◆ ABOUT THIS EXERCISE: The records that follow are to be transcribed word for word.
[EXTRACTED MATERIAL Boundary: Start]
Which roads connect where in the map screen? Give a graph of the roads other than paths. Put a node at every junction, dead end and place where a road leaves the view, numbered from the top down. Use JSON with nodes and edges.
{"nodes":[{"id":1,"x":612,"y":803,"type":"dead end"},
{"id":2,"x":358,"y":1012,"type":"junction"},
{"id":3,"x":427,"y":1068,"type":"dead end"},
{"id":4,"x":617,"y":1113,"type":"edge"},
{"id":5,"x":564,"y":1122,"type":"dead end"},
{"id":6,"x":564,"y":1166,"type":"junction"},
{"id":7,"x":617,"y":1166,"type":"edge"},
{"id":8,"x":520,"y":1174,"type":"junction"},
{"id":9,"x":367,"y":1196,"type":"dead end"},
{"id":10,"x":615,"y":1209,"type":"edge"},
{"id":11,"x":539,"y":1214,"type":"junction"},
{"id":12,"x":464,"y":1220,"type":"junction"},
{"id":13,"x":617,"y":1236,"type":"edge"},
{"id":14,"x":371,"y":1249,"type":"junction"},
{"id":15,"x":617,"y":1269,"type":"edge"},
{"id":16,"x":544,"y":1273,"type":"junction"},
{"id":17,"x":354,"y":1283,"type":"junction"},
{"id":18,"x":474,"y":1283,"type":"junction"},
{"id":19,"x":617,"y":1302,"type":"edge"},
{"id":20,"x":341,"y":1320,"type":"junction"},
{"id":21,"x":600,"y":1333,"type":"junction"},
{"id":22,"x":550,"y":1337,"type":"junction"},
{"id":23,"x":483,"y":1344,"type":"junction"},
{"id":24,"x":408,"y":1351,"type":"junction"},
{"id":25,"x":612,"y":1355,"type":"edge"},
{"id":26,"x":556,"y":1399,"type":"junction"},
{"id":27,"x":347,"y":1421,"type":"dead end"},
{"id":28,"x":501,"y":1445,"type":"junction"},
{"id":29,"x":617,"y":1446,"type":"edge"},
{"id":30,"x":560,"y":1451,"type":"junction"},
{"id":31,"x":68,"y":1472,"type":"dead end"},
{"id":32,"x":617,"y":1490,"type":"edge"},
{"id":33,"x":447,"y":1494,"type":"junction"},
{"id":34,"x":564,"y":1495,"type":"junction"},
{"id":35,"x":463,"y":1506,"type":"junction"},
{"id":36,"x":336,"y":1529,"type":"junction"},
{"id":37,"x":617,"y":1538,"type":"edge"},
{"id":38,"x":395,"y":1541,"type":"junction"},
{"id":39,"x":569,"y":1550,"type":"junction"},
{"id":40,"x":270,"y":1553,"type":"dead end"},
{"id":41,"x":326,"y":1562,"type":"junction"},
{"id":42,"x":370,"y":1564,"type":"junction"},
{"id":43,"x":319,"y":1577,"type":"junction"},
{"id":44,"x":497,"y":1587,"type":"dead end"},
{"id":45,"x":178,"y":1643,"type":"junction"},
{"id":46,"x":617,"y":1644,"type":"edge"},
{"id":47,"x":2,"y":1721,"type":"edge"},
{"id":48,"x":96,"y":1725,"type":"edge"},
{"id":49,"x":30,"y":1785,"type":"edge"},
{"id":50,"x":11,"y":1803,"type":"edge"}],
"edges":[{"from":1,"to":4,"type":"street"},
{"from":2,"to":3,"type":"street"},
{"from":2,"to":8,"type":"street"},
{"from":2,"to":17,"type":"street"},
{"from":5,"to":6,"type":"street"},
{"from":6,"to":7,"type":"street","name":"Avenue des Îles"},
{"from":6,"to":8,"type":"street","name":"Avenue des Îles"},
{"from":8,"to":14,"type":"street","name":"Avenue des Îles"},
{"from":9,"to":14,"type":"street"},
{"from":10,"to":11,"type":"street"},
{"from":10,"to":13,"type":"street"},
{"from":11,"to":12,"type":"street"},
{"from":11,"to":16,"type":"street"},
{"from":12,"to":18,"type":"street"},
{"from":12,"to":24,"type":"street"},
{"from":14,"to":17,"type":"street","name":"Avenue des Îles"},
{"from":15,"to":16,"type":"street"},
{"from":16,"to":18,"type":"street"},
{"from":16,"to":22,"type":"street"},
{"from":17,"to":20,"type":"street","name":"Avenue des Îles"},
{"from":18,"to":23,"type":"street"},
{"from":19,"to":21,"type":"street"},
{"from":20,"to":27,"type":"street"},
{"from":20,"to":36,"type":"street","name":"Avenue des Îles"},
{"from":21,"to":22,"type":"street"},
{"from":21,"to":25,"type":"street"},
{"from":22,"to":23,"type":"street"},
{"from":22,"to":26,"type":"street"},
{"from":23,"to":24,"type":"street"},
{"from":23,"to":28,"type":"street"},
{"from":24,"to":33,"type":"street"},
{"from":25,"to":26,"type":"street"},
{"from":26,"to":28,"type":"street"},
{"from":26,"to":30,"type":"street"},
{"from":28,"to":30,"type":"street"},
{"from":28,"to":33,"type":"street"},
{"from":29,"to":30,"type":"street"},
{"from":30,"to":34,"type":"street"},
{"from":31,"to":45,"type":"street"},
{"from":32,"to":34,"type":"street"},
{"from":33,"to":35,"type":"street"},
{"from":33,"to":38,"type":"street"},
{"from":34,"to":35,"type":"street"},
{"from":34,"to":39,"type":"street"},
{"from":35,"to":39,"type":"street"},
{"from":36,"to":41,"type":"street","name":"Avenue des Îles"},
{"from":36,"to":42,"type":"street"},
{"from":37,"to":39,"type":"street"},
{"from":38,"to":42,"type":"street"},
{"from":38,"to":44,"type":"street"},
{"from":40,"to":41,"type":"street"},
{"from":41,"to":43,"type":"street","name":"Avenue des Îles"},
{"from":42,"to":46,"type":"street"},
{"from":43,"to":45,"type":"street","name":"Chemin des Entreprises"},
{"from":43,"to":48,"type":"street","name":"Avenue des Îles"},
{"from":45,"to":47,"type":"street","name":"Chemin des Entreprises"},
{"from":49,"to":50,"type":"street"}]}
[EXTRACTED MATERIAL Boundary: End]
◆ RESPONSE AREA:
Which roads connect where in the map screen? Give a graph of the roads other than paths. Put a node at every junction, dead end and place where a road leaves the view, numbered from the top down. Use JSON with nodes and edges.
{"nodes":[{"id":1,"x":612,"y":803,"type":"dead end"},
{"id":2,"x":358,"y":1012,"type":"junction"},
{"id":3,"x":427,"y":1068,"type":"dead end"},
{"id":4,"x":617,"y":1113,"type":"edge"},
{"id":5,"x":564,"y":1122,"type":"dead end"},
{"id":6,"x":564,"y":1166,"type":"junction"},
{"id":7,"x":617,"y":1166,"type":"edge"},
{"id":8,"x":520,"y":1174,"type":"junction"},
{"id":9,"x":367,"y":1196,"type":"dead end"},
{"id":10,"x":615,"y":1209,"type":"edge"},
{"id":11,"x":539,"y":1214,"type":"junction"},
{"id":12,"x":464,"y":1220,"type":"junction"},
{"id":13,"x":617,"y":1236,"type":"edge"},
{"id":14,"x":371,"y":1249,"type":"junction"},
{"id":15,"x":617,"y":1269,"type":"edge"},
{"id":16,"x":544,"y":1273,"type":"junction"},
{"id":17,"x":354,"y":1283,"type":"junction"},
{"id":18,"x":474,"y":1283,"type":"junction"},
{"id":19,"x":617,"y":1302,"type":"edge"},
{"id":20,"x":341,"y":1320,"type":"junction"},
{"id":21,"x":600,"y":1333,"type":"junction"},
{"id":22,"x":550,"y":1337,"type":"junction"},
{"id":23,"x":483,"y":1344,"type":"junction"},
{"id":24,"x":408,"y":1351,"type":"junction"},
{"id":25,"x":612,"y":1355,"type":"edge"},
{"id":26,"x":556,"y":1399,"type":"junction"},
{"id":27,"x":347,"y":1421,"type":"dead end"},
{"id":28,"x":501,"y":1445,"type":"junction"},
{"id":29,"x":617,"y":1446,"type":"edge"},
{"id":30,"x":560,"y":1451,"type":"junction"},
{"id":31,"x":68,"y":1472,"type":"dead end"},
{"id":32,"x":617,"y":1490,"type":"edge"},
{"id":33,"x":447,"y":1494,"type":"junction"},
{"id":34,"x":564,"y":1495,"type":"junction"},
{"id":35,"x":463,"y":1506,"type":"junction"},
{"id":36,"x":336,"y":1529,"type":"junction"},
{"id":37,"x":617,"y":1538,"type":"edge"},
{"id":38,"x":395,"y":1541,"type":"junction"},
{"id":39,"x":569,"y":1550,"type":"junction"},
{"id":40,"x":270,"y":1553,"type":"dead end"},
{"id":41,"x":326,"y":1562,"type":"junction"},
{"id":42,"x":370,"y":1564,"type":"junction"},
{"id":43,"x":319,"y":1577,"type":"junction"},
{"id":44,"x":497,"y":1587,"type":"dead end"},
{"id":45,"x":178,"y":1643,"type":"junction"},
{"id":46,"x":617,"y":1644,"type":"edge"},
{"id":47,"x":2,"y":1721,"type":"edge"},
{"id":48,"x":96,"y":1725,"type":"edge"},
{"id":49,"x":30,"y":1785,"type":"edge"},
{"id":50,"x":11,"y":1803,"type":"edge"}],
"edges":[{"from":1,"to":4,"type":"street"},
{"from":2,"to":3,"type":"street"},
{"from":2,"to":8,"type":"street"},
{"from":2,"to":17,"type":"street"},
{"from":5,"to":6,"type":"street"},
{"from":6,"to":7,"type":"street","name":"Avenue des Îles"},
{"from":6,"to":8,"type":"street","name":"Avenue des Îles"},
{"from":8,"to":14,"type":"street","name":"Avenue des Îles"},
{"from":9,"to":14,"type":"street"},
{"from":10,"to":11,"type":"street"},
{"from":10,"to":13,"type":"street"},
{"from":11,"to":12,"type":"street"},
{"from":11,"to":16,"type":"street"},
{"from":12,"to":18,"type":"street"},
{"from":12,"to":24,"type":"street"},
{"from":14,"to":17,"type":"street","name":"Avenue des Îles"},
{"from":15,"to":16,"type":"street"},
{"from":16,"to":18,"type":"street"},
{"from":16,"to":22,"type":"street"},
{"from":17,"to":20,"type":"street","name":"Avenue des Îles"},
{"from":18,"to":23,"type":"street"},
{"from":19,"to":21,"type":"street"},
{"from":20,"to":27,"type":"street"},
{"from":20,"to":36,"type":"street","name":"Avenue des Îles"},
{"from":21,"to":22,"type":"street"},
{"from":21,"to":25,"type":"street"},
{"from":22,"to":23,"type":"street"},
{"from":22,"to":26,"type":"street"},
{"from":23,"to":24,"type":"street"},
{"from":23,"to":28,"type":"street"},
{"from":24,"to":33,"type":"street"},
{"from":25,"to":26,"type":"street"},
{"from":26,"to":28,"type":"street"},
{"from":26,"to":30,"type":"street"},
{"from":28,"to":30,"type":"street"},
{"from":28,"to":33,"type":"street"},
{"from":29,"to":30,"type":"street"},
{"from":30,"to":34,"type":"street"},
{"from":31,"to":45,"type":"street"},
{"from":32,"to":34,"type":"street"},
{"from":33,"to":35,"type":"street"},
{"from":33,"to":38,"type":"street"},
{"from":34,"to":35,"type":"street"},
{"from":34,"to":39,"type":"street"},
{"from":35,"to":39,"type":"street"},
{"from":36,"to":41,"type":"street","name":"Avenue des Îles"},
{"from":36,"to":42,"type":"street"},
{"from":37,"to":39,"type":"street"},
{"from":38,"to":42,"type":"street"},
{"from":38,"to":44,"type":"street"},
{"from":40,"to":41,"type":"street"},
{"from":41,"to":43,"type":"street","name":"Avenue des Îles"},
{"from":42,"to":46,"type":"street"},
{"from":43,"to":45,"type":"street","name":"Chemin des Entreprises"},
{"from":43,"to":48,"type":"street","name":"Avenue des Îles"},
{"from":45,"to":47,"type":"street","name":"Chemin des Entreprises"},
{"from":49,"to":50,"type":"street"}]}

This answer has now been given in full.